▶ What you will do:
Show every line below where "Baru" can be found.

▶ Given records:
%%

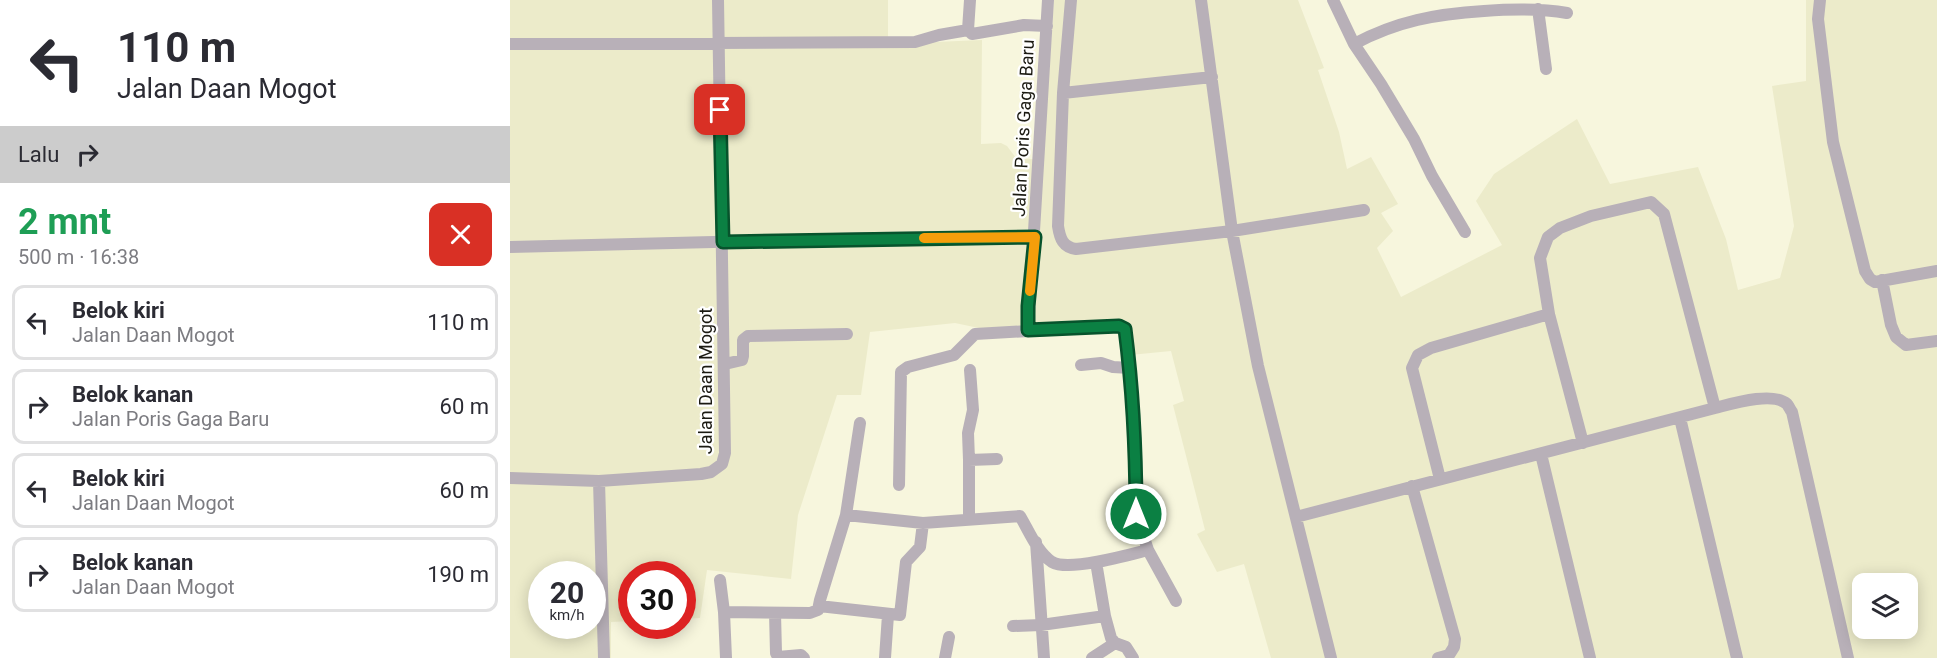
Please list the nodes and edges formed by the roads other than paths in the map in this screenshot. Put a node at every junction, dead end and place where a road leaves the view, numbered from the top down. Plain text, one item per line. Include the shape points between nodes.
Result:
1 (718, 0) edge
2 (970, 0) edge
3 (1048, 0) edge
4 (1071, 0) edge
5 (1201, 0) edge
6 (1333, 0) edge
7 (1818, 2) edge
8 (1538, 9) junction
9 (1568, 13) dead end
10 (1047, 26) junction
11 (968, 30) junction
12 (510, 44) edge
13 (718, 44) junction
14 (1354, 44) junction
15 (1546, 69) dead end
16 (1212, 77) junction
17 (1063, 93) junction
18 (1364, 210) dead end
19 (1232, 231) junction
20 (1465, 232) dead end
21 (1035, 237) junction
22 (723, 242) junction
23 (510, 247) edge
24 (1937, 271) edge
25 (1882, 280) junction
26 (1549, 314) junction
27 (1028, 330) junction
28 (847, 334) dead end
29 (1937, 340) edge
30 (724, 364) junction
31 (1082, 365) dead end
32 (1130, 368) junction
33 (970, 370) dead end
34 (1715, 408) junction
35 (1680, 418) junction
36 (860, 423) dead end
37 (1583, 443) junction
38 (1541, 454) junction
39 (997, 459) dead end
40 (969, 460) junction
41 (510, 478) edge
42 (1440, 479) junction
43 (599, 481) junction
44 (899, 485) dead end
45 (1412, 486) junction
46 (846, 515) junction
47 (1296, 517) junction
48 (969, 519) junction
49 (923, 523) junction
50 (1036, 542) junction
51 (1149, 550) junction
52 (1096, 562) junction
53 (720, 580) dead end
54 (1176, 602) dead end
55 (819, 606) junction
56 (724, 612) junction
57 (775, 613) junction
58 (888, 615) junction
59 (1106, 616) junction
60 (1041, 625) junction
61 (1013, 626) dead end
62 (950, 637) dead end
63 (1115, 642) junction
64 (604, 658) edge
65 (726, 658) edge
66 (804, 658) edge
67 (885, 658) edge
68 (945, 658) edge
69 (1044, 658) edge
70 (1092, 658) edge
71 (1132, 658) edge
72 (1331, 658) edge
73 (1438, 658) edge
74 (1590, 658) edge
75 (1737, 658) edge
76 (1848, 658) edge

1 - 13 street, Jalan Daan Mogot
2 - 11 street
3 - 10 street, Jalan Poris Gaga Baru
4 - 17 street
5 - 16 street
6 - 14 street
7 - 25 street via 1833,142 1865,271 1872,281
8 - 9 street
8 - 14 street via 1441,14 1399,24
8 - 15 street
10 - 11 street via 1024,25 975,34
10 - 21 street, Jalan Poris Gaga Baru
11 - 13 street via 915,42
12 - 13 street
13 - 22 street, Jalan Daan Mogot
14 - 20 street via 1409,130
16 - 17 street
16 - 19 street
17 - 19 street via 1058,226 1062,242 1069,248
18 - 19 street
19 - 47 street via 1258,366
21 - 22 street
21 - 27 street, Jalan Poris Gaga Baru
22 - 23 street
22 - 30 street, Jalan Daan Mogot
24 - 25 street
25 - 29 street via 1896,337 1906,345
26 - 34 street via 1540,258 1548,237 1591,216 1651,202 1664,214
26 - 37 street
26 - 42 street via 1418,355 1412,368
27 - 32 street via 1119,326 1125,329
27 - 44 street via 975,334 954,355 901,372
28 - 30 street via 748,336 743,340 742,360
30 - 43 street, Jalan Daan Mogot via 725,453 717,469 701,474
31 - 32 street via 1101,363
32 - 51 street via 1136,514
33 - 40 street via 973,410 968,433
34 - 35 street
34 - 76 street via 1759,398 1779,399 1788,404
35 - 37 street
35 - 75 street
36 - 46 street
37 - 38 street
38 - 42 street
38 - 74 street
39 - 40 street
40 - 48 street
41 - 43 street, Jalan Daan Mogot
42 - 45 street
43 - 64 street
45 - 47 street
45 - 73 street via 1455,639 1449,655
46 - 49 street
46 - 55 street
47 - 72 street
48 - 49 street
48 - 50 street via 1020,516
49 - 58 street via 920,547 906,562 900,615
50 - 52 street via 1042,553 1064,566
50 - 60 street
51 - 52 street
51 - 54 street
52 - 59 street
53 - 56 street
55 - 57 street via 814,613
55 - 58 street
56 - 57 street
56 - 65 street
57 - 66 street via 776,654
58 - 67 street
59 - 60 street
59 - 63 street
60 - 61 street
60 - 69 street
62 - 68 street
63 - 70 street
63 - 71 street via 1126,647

%%

▶ Answer for the task:
3 - 10 street, Jalan Poris Gaga Baru
10 - 21 street, Jalan Poris Gaga Baru
21 - 27 street, Jalan Poris Gaga Baru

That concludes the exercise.